By Dipo Olowookere
A few days ago, the Securities and Exchange Commission (SEC) introduced some rules to guide the use of cryptocurrency in Nigeria.
The decision by the apex capital market regulatory agency to regulate cryptocurrency in the country was applauded by many, who have yearned for this for a very long time.
For clarification sake, a cryptocurrency is a digital asset used as a form of exchange for goods and services. It can also be called a virtual currency, which is not controlled by any central bank.
SEC, in its Statement on Digital Assets and their Classification and Treatment, said cryptocurrency can be issued in Nigeria, but with specific guidelines.
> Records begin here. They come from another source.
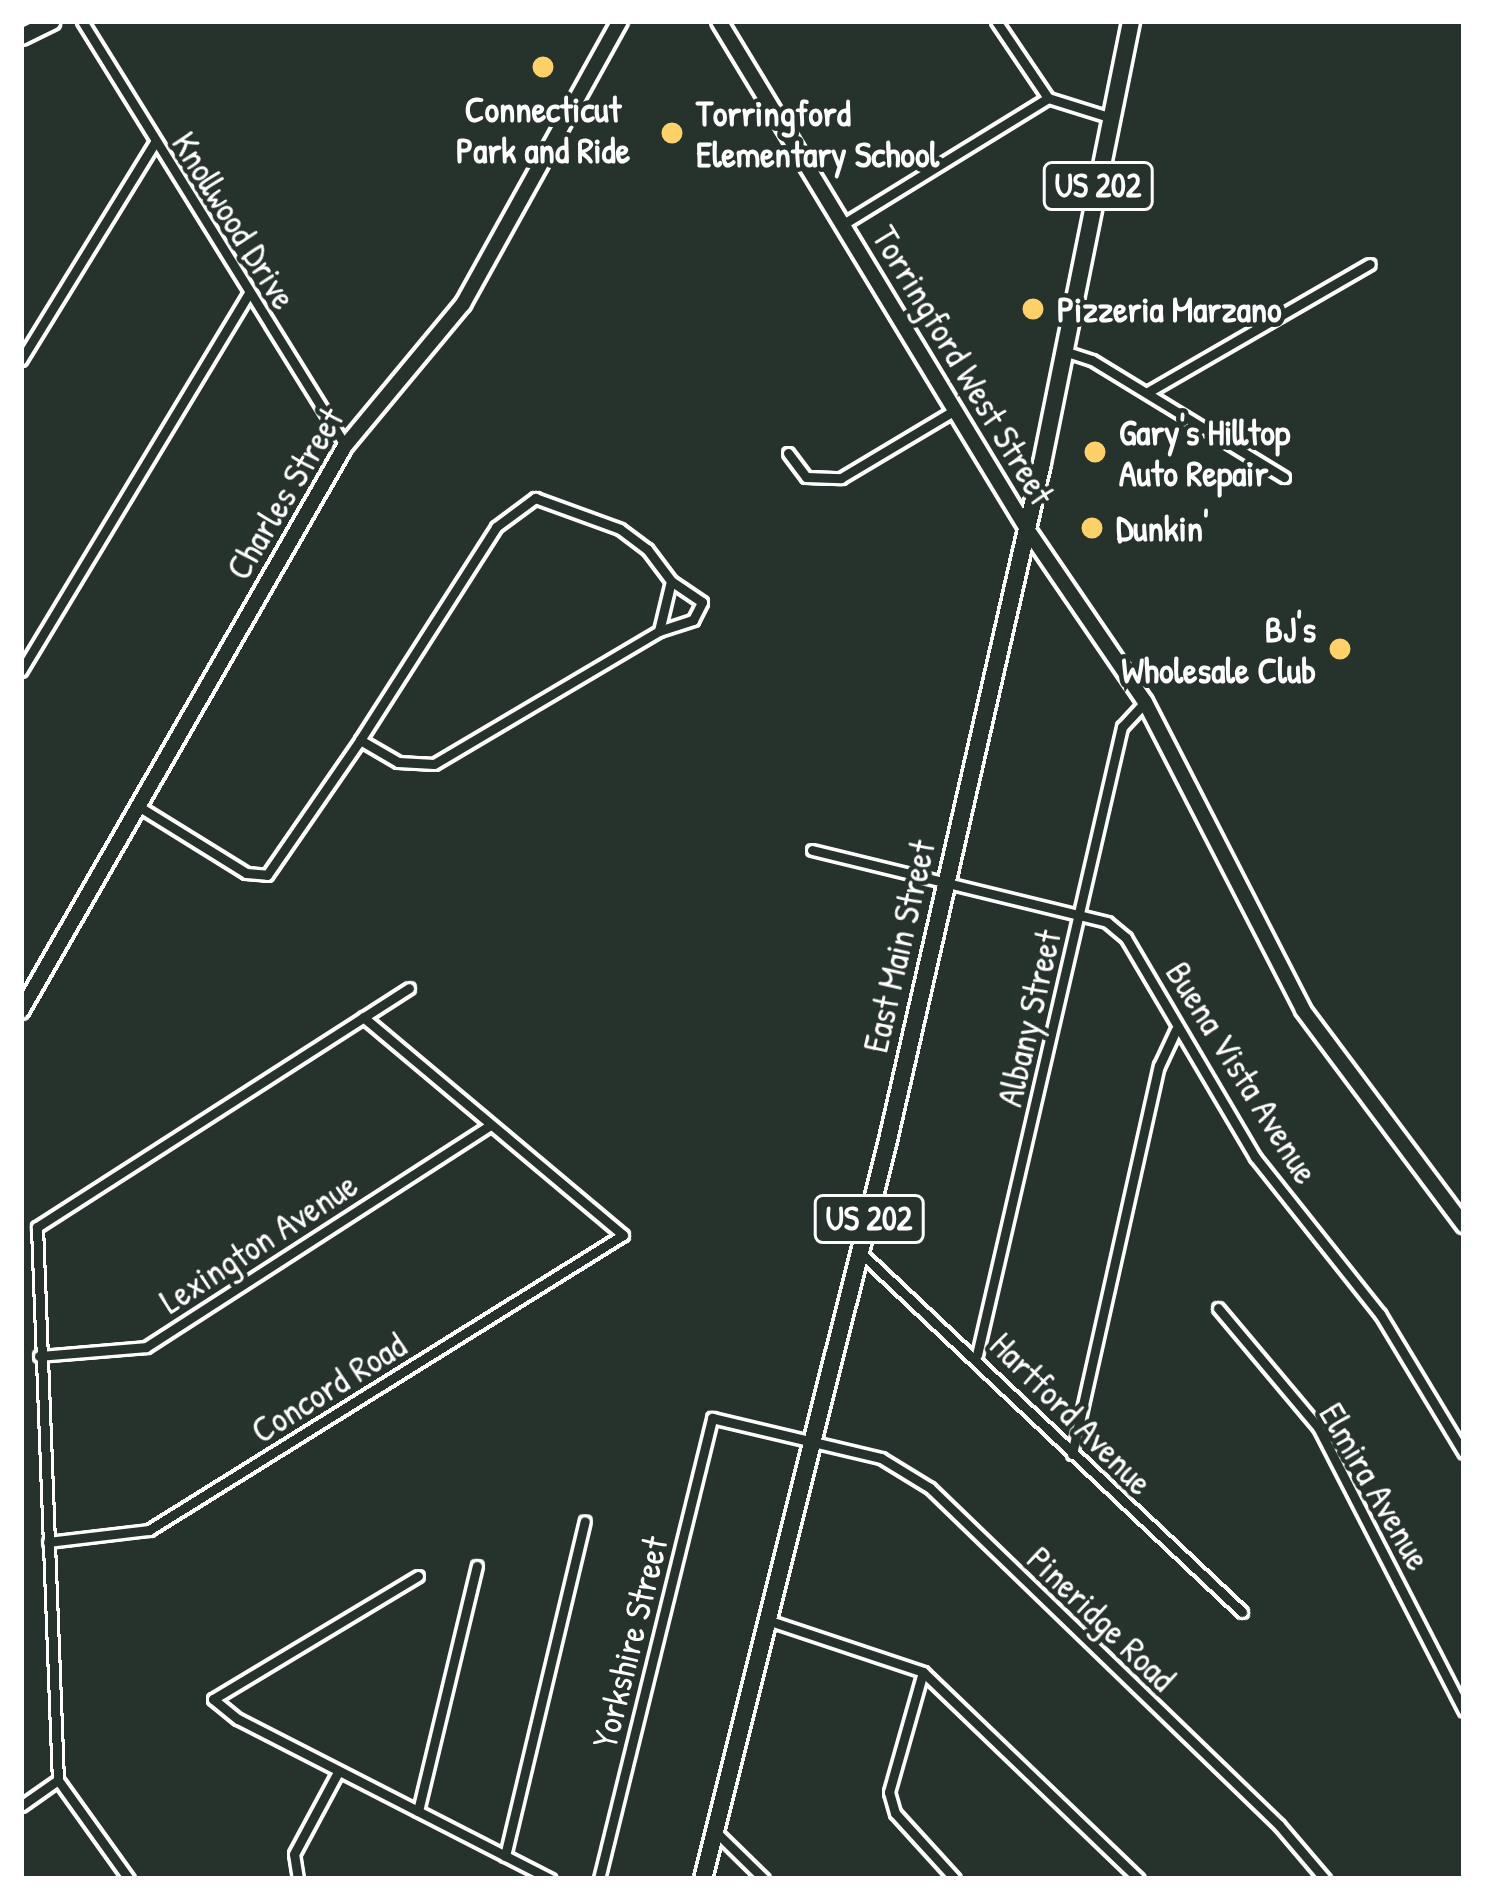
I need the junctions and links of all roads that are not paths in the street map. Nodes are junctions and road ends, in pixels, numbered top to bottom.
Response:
1 (52, 21) edge
2 (82, 21) edge
3 (620, 21) edge
4 (719, 21) edge
5 (997, 21) edge
6 (1131, 21) edge
7 (21, 36) edge
8 (1048, 98) junction
9 (1112, 118) junction
10 (155, 142) junction
11 (845, 223) junction
12 (1370, 263) dead end
13 (249, 292) junction
14 (1064, 352) junction
15 (21, 361) edge
16 (1148, 392) junction
17 (955, 410) junction
18 (345, 446) junction
19 (788, 453) dead end
20 (1284, 477) dead end
21 (1027, 529) junction
22 (671, 581) junction
23 (659, 631) junction
24 (21, 671) edge
25 (1145, 702) junction
26 (360, 740) junction
27 (134, 803) junction
28 (812, 850) dead end
29 (946, 879) junction
30 (1079, 916) junction
31 (409, 988) dead end
32 (21, 1011) edge
33 (363, 1017) junction
34 (1176, 1030) junction
35 (490, 1125) junction
36 (21, 1220) edge
37 (1464, 1225) edge
38 (37, 1227) junction
39 (861, 1254) junction
40 (1218, 1307) dead end
41 (977, 1355) junction
42 (39, 1356) junction
43 (712, 1418) joint
44 (812, 1439) junction
45 (1464, 1453) edge
46 (1072, 1454) junction
47 (585, 1521) dead end
48 (48, 1542) junction
49 (477, 1566) dead end
50 (418, 1576) dead end
51 (1241, 1612) dead end
52 (770, 1621) junction
53 (923, 1672) junction
54 (1463, 1708) edge
55 (338, 1772) junction
56 (58, 1780) junction
57 (21, 1806) edge
58 (418, 1811) junction
59 (716, 1832) junction
60 (505, 1856) junction
61 (129, 1879) edge
62 (298, 1879) edge
63 (550, 1879) edge
64 (598, 1879) edge
65 (703, 1879) edge
66 (764, 1879) edge
67 (955, 1879) edge
68 (1139, 1879) edge
69 (1325, 1879) edge

1 - 7 main road
2 - 10 street, Knollwood Drive
3 - 18 main road, Charles Street
4 - 11 main road, Torringford West Street
5 - 8 street
6 - 9 highway, East Main Street / US 202
8 - 9 street
8 - 11 street
9 - 14 highway, East Main Street / US 202
10 - 13 street, Knollwood Drive
10 - 15 street
11 - 17 main road, Torringford West Street
12 - 16 street
13 - 18 street, Knollwood Drive
13 - 24 street
14 - 16 street
14 - 21 highway, East Main Street / US 202
16 - 20 street
17 - 19 street
17 - 21 main road, Torringford West Street
18 - 27 main road, Charles Street
21 - 25 main road, Torringford West Street
21 - 29 highway, East Main Street / US 202
22 - 23 street
22 - 23 street
22 - 26 street
23 - 26 street
25 - 30 street, Albany Street
25 - 37 main road, Torringford West Street
26 - 27 street
27 - 32 main road, Charles Street
28 - 29 street, Buena Vista Avenue
29 - 30 street, Buena Vista Avenue
29 - 39 highway, East Main Street / US 202
30 - 34 street, Buena Vista Avenue
30 - 41 street, Albany Street
31 - 33 street
33 - 35 street
33 - 38 street
34 - 45 street, Buena Vista Avenue
34 - 46 street
35 - 42 street, Lexington Avenue
35 - 48 street, Concord Road
36 - 38 street
38 - 42 street
39 - 41 street, Hartford Avenue
39 - 44 highway, East Main Street / US 202
40 - 54 street, Elmira Avenue
41 - 46 street, Hartford Avenue
42 - 48 street
43 - 44 street, Pineridge Road
43 - 64 street, Yorkshire Street
44 - 52 highway, East Main Street / US 202
44 - 69 street, Pineridge Road
46 - 51 street, Hartford Avenue
47 - 60 street
48 - 56 street
49 - 58 street
50 - 55 street
52 - 53 street
52 - 59 highway, East Main Street / US 202
53 - 67 street
53 - 68 street
55 - 58 street
55 - 62 street
56 - 57 street
56 - 61 street
58 - 60 street
59 - 65 highway, East Main Street / US 202
59 - 66 street
60 - 63 street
Explaining why the guidelines were put in place, the Head of Registration, Exchanges, Market Infrastructure and Innovation at SEC, Mr Emomotimi Agama, stated that “the first thing the SEC bothers about is investor protection.”
According to him, “This is no different from what we have been doing. We are looking at investor protection, integrity, transparency and of course we want to make sure that the market is safe and everyone is comfortable with what is going on in the investment climate.”
Mr Agama noted that last year, the commission launched the Fintech roadmap and after that was done, it went ahead to set up the blockchain virtual financial assets committee.
“These committees are both market-wide and principally done to engage the market, to be able to have discussions with the market and get their buy-in into what we are doing,” he said.
“What we found out today is that a lot of persons, youths are all involved in this space and it is important that even as far as that is the case, the SEC lives up to the expectations and making sure that those people that are getting into the business are protected,” he explained.
“Clearly, that is our aim and the market is part of this and indeed the feedback has been wonderful. People are happy with what we are doing, being able to provide some clarity as to where we stand in terms of digital assets regulation,” Mr Agama added.
“Digital assets are the next thing, our idea is not to stifle innovation, but to promote innovation within a reasonable space and that is exactly what we are doing. Section 13 of the ISA empowers us to do this and so we are doing what we have been empowered to do by law,” the SEC executive noted.
On what internal capacities the SEC is developing to meet the challenges of this fast-changing digital financial world, Mr Agama said “the SEC is a knowledge-based institution and before we come out of this kind of initiatives, we would have done so much research.
“I need to tell you that the Cambridge Centre for Alternative Finance has been partnering with the SEC and up to this point, we have been engaging with them and several of our staff have been part of their programmes.
“The World Bank and other institutions are also working with us on Fintech to see that the Nigerian landscape is not left barren but guided with basic principles, we will not leave any stone unturned, but ensure that everyone within the SEC that has the responsibility to guiding investors and the populace in making sure we have an investment environment that people will be proud of is provided.
“Capacity building is a continuous exercise, we will continue to upgrade ourselves, we will continue to learn because knowledge is for life”.